En remportant à 35 ans, la présidentielle du dimanche 19 décembre dernier, avec près de 56% des voix contre 44% à son adversaire José Antonio Kast, un admirateur de la dictature d’Augusto Pinochet, soutenu par l’ensemble de la droite chilienne, le candidat de gauche Gabriel Boric devient le plus jeune président du Chili. A la veille du deuxième, personne ne misait gros sur ce jeune leader estudiantin. Jamais, depuis le retour de la démocratie au Chili, en 1990, un candidat arrivé second au premier tour n’avait finalement réussi à s’imposer. Son projet d’Etat-providence pour insuffler un changement d’ampleur dans le pays, considéré comme le laboratoire du libéralisme en Amérique latine, a fini par rallier les plus sceptiques des électeurs chiliens. Il réunit autour de lui la classe moyenne à moyenne supérieure, essentiellement, à Santiago. Le trentenaire entend promouvoir une grande réforme fiscale pour faire participer les plus riches à son programme de meilleur accès à la santé, à l’éducation et à la création d’un nouveau système de retraite, aujourd’hui, entièrement, privé. Il garantit « plus de droits sociaux tout en restant fiscalement responsables ».
La surprise
Leader étudiant, député à 27 ans, président à 35, Gabriel Boric souffle un vent de jeunesse sur la politique chilienne. Depuis les bancs de l’université de droit à Santiago, ce costaud à la barbe épaisse aspire à transformer radicalement son pays. Il créé la surprise en juillet dernier en remportant la primaire de la gauche. Avec seulement deux mandats de députés à son actif, il devient ainsi le chef de file de la coalition Apruebo Dignidad (« J’approuve la dignité »), née dans la continuité de la révolte sociale, qui a secoué le pays fin 2019. Au bout de deux mois, cette mobilisation de grande ampleur marquée par de nombreuses violences policières a contraint le président Sebastian Pinera à accepter l’idée d’un référendum pour demander au peuple chilien s’il souhaitait une nouvelle Constitution, en se débarrassant ainsi de celle héritée de la dictature d’Augusto Pinochet. La réponse a été un grand « oui ». Des élections ont ensuite permis de former une Assemblée constituante qui travaille actuellement sur le nouveau texte.

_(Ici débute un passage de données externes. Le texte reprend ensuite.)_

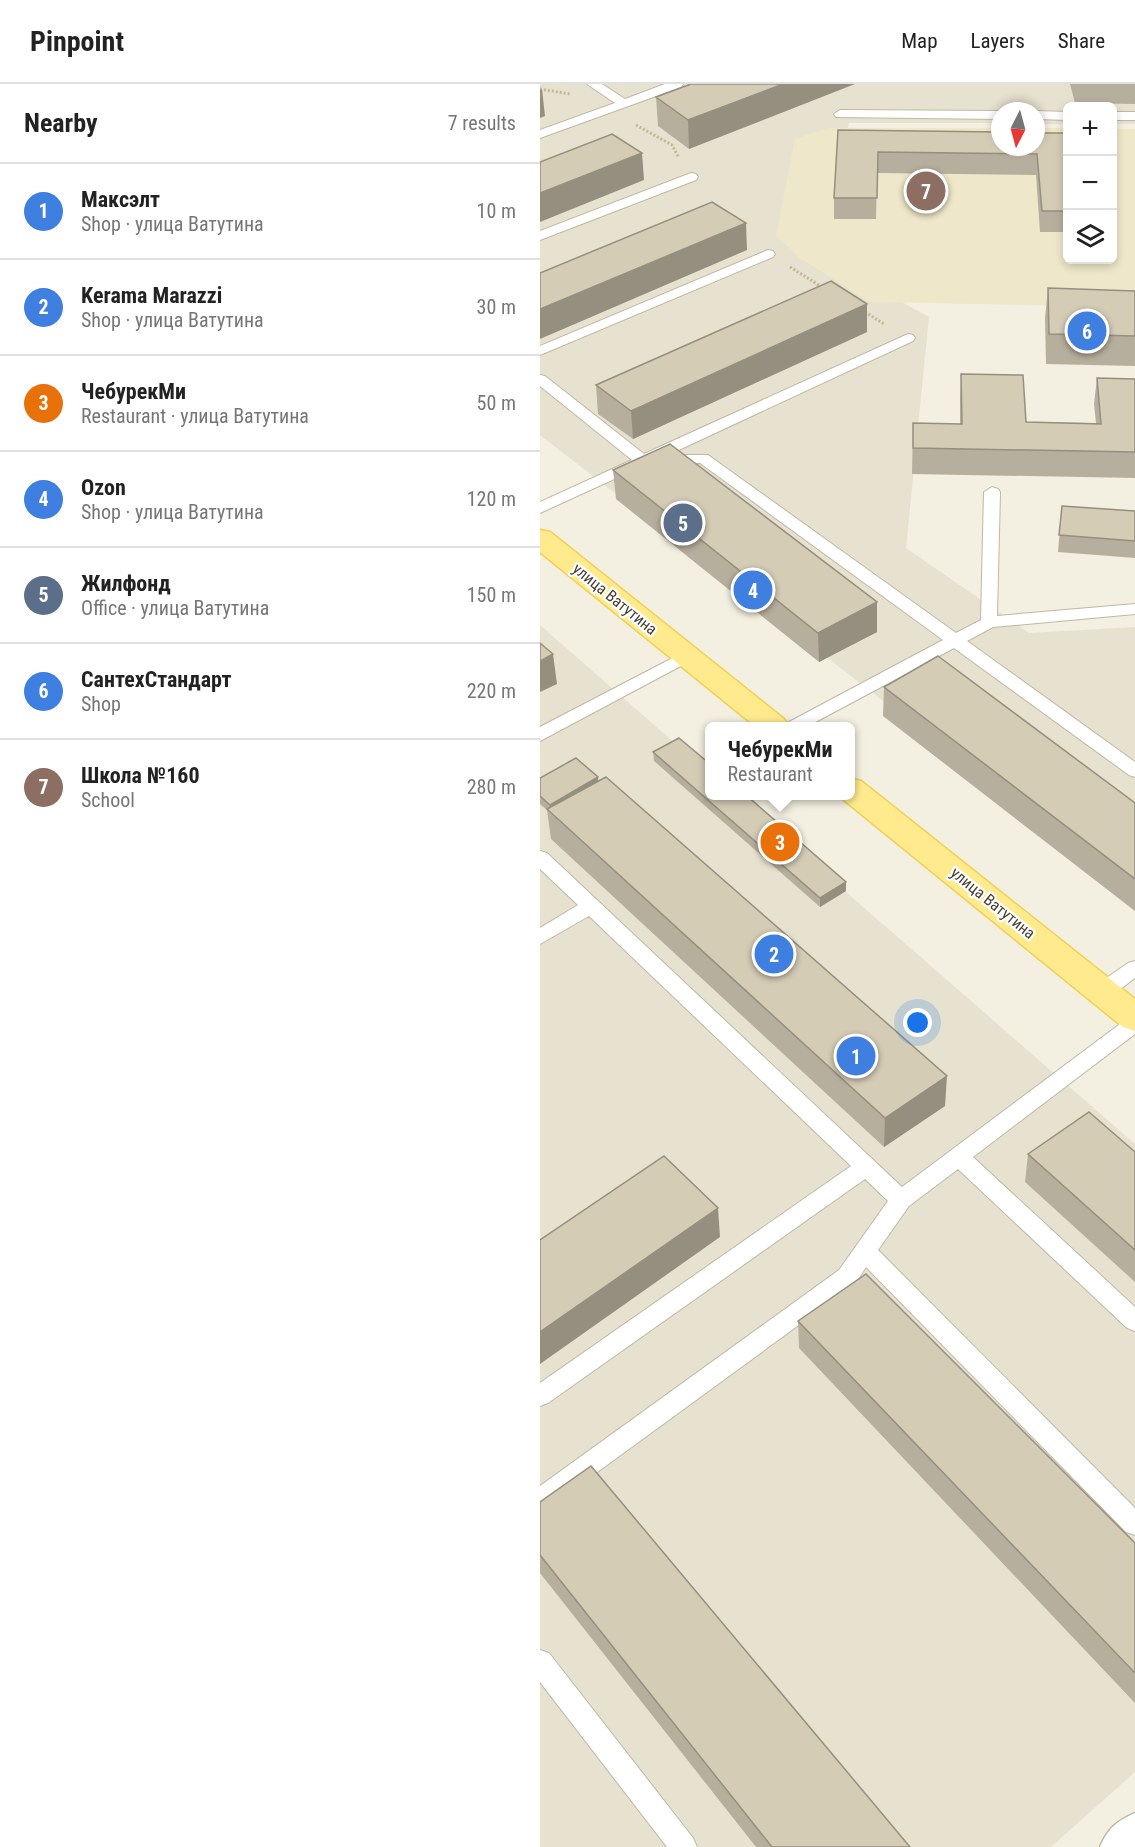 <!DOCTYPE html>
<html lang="en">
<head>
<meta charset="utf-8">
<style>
	:root { --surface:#fff; --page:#f6f6f6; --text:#222; --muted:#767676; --line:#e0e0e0; --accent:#1a73e8 }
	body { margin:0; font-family:"Roboto Condensed",sans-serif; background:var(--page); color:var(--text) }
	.controls { position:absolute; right:18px; top:18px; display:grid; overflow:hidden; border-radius:9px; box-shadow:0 3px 9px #0003 }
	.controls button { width:54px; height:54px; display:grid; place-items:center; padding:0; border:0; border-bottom:2px solid var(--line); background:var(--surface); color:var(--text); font:30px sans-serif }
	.compass { position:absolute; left:451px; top:18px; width:54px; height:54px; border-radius:50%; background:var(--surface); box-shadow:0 3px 9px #0003; rotate:186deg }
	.you { position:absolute; left:378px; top:939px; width:21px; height:21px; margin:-15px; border:4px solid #fff; border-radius:50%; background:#1a73e8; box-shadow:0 0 0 9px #1a73e833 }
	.badge { display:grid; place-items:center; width:39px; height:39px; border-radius:50%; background:var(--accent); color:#fff; font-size:20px; font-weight:700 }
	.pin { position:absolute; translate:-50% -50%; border:3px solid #fff; box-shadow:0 2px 6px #0006 }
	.popup { position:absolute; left:165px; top:638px; width:150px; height:78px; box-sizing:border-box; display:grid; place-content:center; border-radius:9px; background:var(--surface); filter:drop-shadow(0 2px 4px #0005); font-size:20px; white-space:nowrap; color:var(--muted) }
	.popup b { font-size:22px; color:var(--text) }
	.popup::after { content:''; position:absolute; left:50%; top:100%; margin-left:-12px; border:12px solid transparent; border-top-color:var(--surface) }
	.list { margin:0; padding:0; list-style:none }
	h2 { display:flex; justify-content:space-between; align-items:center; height:78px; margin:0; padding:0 24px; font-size:26px }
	h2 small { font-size:20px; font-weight:400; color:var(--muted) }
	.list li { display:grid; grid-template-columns:39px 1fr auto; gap:18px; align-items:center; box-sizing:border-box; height:96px; padding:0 24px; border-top:2px solid var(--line) }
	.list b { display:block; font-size:22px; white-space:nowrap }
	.list p { margin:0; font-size:20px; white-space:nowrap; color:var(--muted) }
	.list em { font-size:20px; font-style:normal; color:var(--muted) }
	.icon { flex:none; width:33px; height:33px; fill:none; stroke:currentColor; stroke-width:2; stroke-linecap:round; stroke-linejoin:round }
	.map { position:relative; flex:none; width:595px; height:1763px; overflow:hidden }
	header { display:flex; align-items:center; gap:36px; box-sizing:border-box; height:84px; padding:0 30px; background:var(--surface); border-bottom:2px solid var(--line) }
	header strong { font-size:28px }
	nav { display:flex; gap:33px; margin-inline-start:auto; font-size:21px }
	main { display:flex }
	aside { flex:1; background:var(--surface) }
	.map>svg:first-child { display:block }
	.residential { fill:#e7e2cf }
	.education { fill:#eee7c9 }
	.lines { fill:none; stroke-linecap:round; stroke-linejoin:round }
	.service-casing { stroke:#bfb8a4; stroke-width:2 }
	.tertiary-casing { stroke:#bfb8a4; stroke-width:3 }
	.primary-casing { stroke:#f0d152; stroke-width:3 }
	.path { stroke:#c2b793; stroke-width:3; stroke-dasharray:2 2; stroke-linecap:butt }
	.service { fill:#fff; fill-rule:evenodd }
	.tertiary { fill:#fff; fill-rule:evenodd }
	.primary { fill:#ffeb8e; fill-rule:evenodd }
	.wall { fill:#b7af9d }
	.shaded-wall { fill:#958f7f }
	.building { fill:#d5ccb6; stroke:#958f7f; stroke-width:1.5 }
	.labels { text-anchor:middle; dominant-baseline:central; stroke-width:4.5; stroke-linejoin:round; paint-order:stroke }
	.street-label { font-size:16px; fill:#453f32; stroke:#fff }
</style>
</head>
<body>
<header>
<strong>Pinpoint</strong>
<nav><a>Map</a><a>Layers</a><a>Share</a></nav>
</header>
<main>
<aside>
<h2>Nearby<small>7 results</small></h2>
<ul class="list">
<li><span class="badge" style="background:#3f7fe0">1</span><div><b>Максэлт</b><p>Shop · улица Ватутина</p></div><em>10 m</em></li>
<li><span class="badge" style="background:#3f7fe0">2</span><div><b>Kerama Marazzi</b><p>Shop · улица Ватутина</p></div><em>30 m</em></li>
<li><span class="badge" style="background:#e8710a">3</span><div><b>ЧебурекМи</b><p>Restaurant · улица Ватутина</p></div><em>50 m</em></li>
<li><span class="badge" style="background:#3f7fe0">4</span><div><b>Ozon</b><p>Shop · улица Ватутина</p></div><em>120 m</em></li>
<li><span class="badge" style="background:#5c6f8a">5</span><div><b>Жилфонд</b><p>Office · улица Ватутина</p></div><em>150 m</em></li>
<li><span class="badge" style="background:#3f7fe0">6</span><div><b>СантехСтандарт</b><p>Shop</p></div><em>220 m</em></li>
<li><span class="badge" style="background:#8d6e63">7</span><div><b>Школа №160</b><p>School</p></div><em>280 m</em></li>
</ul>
</aside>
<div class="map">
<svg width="595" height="1763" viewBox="0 0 595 1763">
	<rect width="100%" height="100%" fill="#f3efe1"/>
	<path class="residential" d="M 0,0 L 595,0 L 595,40 L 573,40 L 572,22 L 528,22 L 527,40 L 496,40 L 496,27 L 460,27 L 460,39 L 309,39 L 277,171 L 389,233 L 366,464 L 489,549 L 595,543 L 595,812 L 0,351 Z
		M 0,541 L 169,689 L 170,712 L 196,712 L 595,1060 L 595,1688 L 511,1763 L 0,1763 Z"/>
	<path class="education" d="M 289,44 L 460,44 L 460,63 L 496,63 L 496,44 L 527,44 L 528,176 L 572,176 L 573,45 L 595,45 L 595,223 L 330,218 L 260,174 L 236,152 L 255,55 Z"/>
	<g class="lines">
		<g class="service-casing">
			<path id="service" d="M 47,0 L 62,0 L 85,15 L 125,0 L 143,0 L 141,3 L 0,54 L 0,46 L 75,19 Z
				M 300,26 L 460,27 L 460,35 L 296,33 L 294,30 Z
				M 496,27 L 528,28 L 528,36 L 496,35 Z
				M 572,28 L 595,28 L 595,36 L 572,36 Z
				M 151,89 L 156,90 L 158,93 L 156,96 L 0,156 L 0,147 Z
				M 228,166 L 233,167 L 235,170 L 233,173 L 0,271 L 0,262 Z
				M 368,250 L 373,251 L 375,254 L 373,257 L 128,371 L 168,371 L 416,549 L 441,536 L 444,408 L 452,403 L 458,405 L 460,408 L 457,532 L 595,520 L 595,530 L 453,543 L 427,557 L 595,678 L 595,693 L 589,691 L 414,564 L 268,642 L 247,642 L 249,638 L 403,556 L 160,379 L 107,380 L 0,429 L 0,418 L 92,376 L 0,302 L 0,291 L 5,292 L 104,370 Z
				M 146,567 L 152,568 L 154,572 L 152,576 L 0,657 L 0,643 Z
				M 0,767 L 7,769 L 362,1103 L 588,934 L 595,931 L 595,950 L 433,1073 L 595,1223 L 595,1247 L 587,1244 L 418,1085 L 369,1122 L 338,1166 L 595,1424 L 595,1451 L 586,1448 L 326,1183 L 315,1200 L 8,1424 L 0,1427 L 0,1402 L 299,1186 L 348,1117 L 325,1095 L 8,1319 L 0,1322 L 0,1299 L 311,1082 L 49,832 L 0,860 L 0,844 L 38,821 L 0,785 Z
				M 595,877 L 595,894 C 583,902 570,917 555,912 L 552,907 L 555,902 L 588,879 Z
				M 0,1566 L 9,1569 L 153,1754 L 157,1763 L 127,1763 L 0,1598 Z"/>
		</g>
		<g class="tertiary-casing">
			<path id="tertiary" d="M 595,1729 L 595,1763 L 560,1763 C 568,1744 577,1737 595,1729 Z"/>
		</g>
		<g class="primary-casing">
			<path id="primary" d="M 0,446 L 10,448 L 244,635 L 249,642 L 215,642 L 0,468 Z
				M 310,694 L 321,697 L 595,915 L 595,947 L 583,943 L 299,712 L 310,712 Z"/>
		</g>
		<path class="path" d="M 0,5 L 30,10
			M 96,41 L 132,61 L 139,74
			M 250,183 L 282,203
			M 325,228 L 344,240"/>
		<use href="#service" class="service"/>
		<use href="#tertiary" class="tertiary"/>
		<use href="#primary" class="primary"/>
	</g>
	<path class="wall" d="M 151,0 L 149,65 L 118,42 L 116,13 Z
		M 530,0 L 595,0 L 595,20 L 535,19 Z
		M 298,46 L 528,49 L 528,148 L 500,148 L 496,91 L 337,89 L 336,135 L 294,135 L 294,114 Z
		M 508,204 L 595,207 L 595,282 L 506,280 L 505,234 Z
		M 327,248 L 93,355 L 58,330 L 56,301 Z
		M 421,290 L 486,338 L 556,339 L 554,320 L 557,294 L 595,295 L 595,394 L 372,390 L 373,339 L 420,340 L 420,315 Z
		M 73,386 L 337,518 L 337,548 L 279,578 L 76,415 Z
		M 522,422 L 595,427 L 595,474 L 518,468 Z
		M 344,603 L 595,719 L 595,827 L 343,632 Z
		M 113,668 L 306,807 L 280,823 L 114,677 Z
		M 58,693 L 58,697 L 405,1022 L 344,1063 L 11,755 L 7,726 L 0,720 L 0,694 Z
		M 595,1068 L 595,1198 L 485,1098 L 488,1070 Z
		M 258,1237 L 595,1459 L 595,1619 L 259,1264 Z
		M 0,1418 L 370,1763 L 216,1763 L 0,1489 Z"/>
	<path class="shaded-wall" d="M 243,0 L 315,0 L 149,65 L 148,36 Z
		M 2,5 L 5,32 L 0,34 L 0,6 Z
		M 102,69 L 104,96 L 0,138 L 0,109 Z
		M 206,139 L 207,166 L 0,255 L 0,225 Z
		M 327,220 L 327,248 L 93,355 L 91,327 Z
		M 337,518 L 337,548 L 279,578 L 278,549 Z
		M 13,570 L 17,600 L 0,608 L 0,577 Z
		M 58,693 L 59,703 L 11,728 L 10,721 Z
		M 306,798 L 306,807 L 280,823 L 280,814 Z
		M 407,992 L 405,1022 L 344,1063 L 345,1034 Z
		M 178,1124 L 180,1153 L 0,1280 L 0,1248 Z"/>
	<path class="building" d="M 151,0 L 243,0 L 148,36 L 116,13 Z
		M 298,46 L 460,48 L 460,63 L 496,63 L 496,49 L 528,49 L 528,127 L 502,127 L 497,70 L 338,68 L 337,114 L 294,114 Z
		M 72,50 L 102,69 L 0,109 L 0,78 Z
		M 172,118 L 206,139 L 0,225 L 0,189 Z
		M 291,197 L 327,220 L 91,327 L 56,301 Z
		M 508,204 L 595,207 L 595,252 L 509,250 Z
		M 421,290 L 483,291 L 486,338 L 561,340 L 557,294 L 595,295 L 595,368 L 373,364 L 373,339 L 422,340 Z
		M 130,360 L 337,518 L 278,549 L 73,386 Z
		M 522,422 L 595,427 L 595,457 L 519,451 Z
		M 0,559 L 13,570 L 0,577 Z
		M 398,572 L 595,719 L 595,795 L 344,603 Z
		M 139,654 L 170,680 L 170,711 L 206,711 L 306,798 L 280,814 L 113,668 Z
		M 36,674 L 58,693 L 10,721 L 0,712 L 0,694 Z
		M 66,693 L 407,992 L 345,1034 L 7,725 Z
		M 549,1028 L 595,1068 L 595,1166 L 488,1070 Z
		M 124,1072 L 178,1124 L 0,1248 L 0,1156 Z
		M 326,1190 L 595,1459 L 595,1589 L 258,1237 Z
		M 51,1382 L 370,1763 L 232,1763 L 0,1471 L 0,1418 Z"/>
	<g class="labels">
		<g class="street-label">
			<text transform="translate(75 515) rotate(39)">улица Ватутина</text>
			<text transform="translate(453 819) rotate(39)">улица Ватутина</text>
		</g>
	</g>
</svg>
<div class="controls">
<button>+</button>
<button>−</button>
<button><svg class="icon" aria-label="layers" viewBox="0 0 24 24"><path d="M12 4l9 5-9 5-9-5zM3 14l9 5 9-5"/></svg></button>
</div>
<svg class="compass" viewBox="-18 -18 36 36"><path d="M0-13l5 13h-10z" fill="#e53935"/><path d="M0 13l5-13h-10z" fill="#767676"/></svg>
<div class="you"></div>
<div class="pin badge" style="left:316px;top:972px;background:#3f7fe0">1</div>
<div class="pin badge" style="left:234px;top:870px;background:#3f7fe0">2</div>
<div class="pin badge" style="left:240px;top:758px;background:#e8710a">3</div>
<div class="popup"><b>ЧебурекМи</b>Restaurant</div>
<div class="pin badge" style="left:213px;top:506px;background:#3f7fe0">4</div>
<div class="pin badge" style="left:143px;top:439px;background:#5c6f8a">5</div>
<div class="pin badge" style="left:547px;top:247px;background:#3f7fe0">6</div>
<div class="pin badge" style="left:386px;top:107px;background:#8d6e63">7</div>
</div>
</main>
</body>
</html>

Bras tatoué d’un phare éclairant une île déserte
Celui qui prendra ses fonctions le 11 mars prochain, venait de rejoindre la capitale chilienne. Originaire de l’extrême sud du Chili, de Punta Arenas, l’une des villes les plus australes du monde, considérée comme la porte de l’Antarctique, sur les rives des eaux glacées du détroit de Magellan, Gabriel Boric utilise en 2013 la maison familiale comme quartier général de campagne pour son premier combat législatif, rassemblant amis et bénévoles. Il emporte l’année suivante le siège de député de la région de Magallanes, en se présentant en tant qu’indépendant. Quatre ans plus tard, il décroche un nouveau mandat de député.
Dès son plus jeune âge, Gabriel Boric, grand lecteur, tisse un lien très fort avec ses racines à Punta Arenas, la ville qui, au début du XXème siècle, a accueilli ses aïeux migrants, croates et catalans. « Je viens du sud de la Patagonie, là où le monde commence, là où toutes les histoires et l’imagination se rejoignent, dans le détroit de Magellan, qui a inspiré tant de beaux romans », confie-t-il. L’homme au bras tatoué d’un phare éclairant une île déserte, vit en couple avec une politologue, sans enfant.